[Stored data]

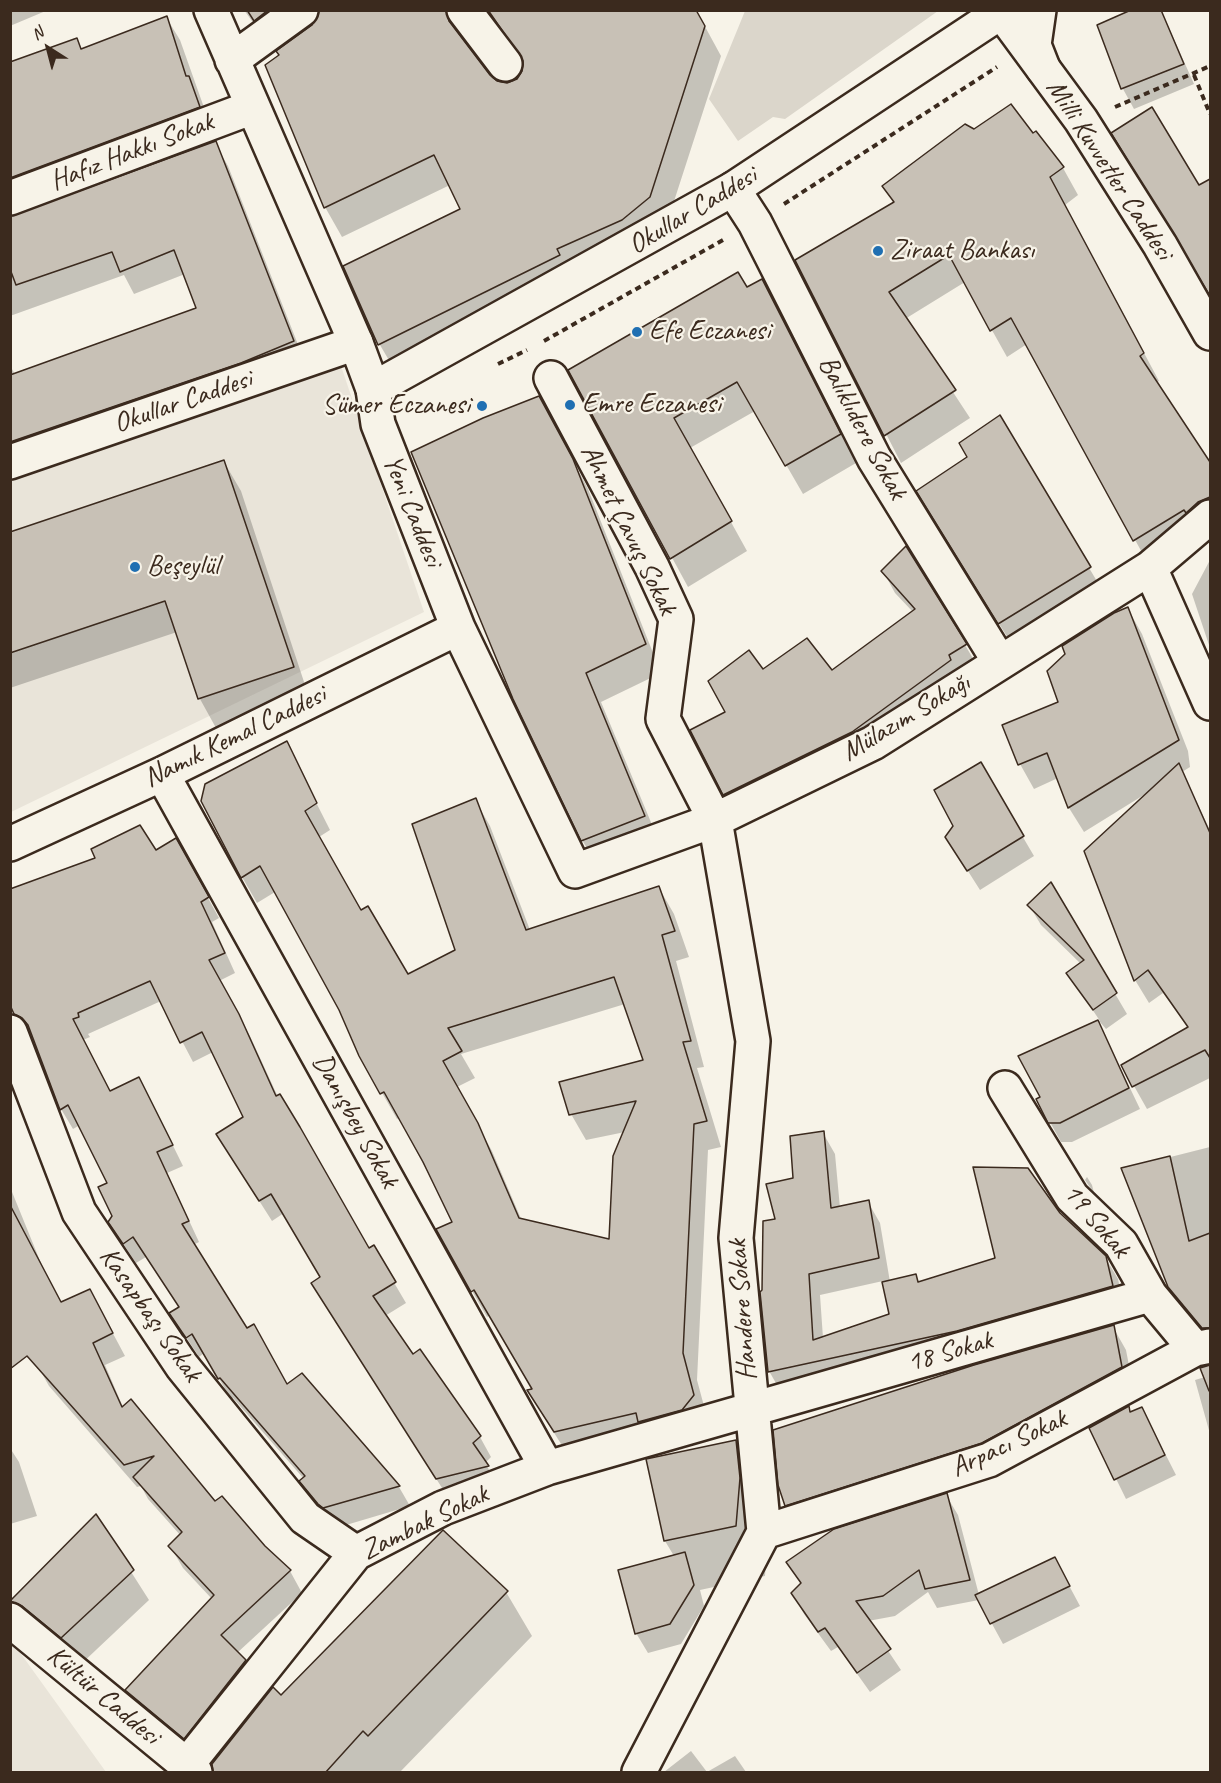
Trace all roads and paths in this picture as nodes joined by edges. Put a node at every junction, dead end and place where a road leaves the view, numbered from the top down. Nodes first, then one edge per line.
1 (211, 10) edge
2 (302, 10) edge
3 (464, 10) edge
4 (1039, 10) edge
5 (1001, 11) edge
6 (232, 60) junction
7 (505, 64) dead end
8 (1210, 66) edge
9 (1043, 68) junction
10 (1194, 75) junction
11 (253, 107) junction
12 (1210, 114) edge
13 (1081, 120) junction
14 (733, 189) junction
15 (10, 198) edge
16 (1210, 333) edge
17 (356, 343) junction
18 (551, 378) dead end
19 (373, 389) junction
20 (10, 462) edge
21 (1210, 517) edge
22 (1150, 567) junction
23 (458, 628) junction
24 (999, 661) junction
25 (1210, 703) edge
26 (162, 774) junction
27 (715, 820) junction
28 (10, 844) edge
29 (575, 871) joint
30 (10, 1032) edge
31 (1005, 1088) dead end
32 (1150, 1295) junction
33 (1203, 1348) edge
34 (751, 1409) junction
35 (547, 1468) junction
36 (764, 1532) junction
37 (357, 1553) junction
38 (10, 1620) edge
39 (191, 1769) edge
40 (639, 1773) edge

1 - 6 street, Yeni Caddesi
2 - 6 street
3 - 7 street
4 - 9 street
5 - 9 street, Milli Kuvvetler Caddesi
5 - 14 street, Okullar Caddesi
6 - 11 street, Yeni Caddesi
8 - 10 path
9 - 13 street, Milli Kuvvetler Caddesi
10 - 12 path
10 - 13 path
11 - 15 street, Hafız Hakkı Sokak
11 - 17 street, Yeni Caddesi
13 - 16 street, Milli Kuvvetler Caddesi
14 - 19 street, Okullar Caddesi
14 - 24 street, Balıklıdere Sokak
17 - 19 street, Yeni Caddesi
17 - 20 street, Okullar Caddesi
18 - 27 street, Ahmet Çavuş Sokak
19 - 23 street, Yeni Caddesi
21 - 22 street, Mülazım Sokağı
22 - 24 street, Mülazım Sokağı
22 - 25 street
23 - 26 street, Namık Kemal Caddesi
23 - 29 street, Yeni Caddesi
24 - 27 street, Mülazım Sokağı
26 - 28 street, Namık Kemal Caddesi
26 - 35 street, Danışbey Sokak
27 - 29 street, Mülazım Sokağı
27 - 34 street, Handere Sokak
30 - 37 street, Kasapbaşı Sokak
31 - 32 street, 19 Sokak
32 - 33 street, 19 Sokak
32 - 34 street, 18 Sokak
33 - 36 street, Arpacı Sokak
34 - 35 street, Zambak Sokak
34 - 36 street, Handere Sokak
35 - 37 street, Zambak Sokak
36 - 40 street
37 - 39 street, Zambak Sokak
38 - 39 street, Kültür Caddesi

_REQUIRED ACTION_. On how many lines above does the word "dead" appear? Only the number should be given.

_RESPONSE BELOW_. 4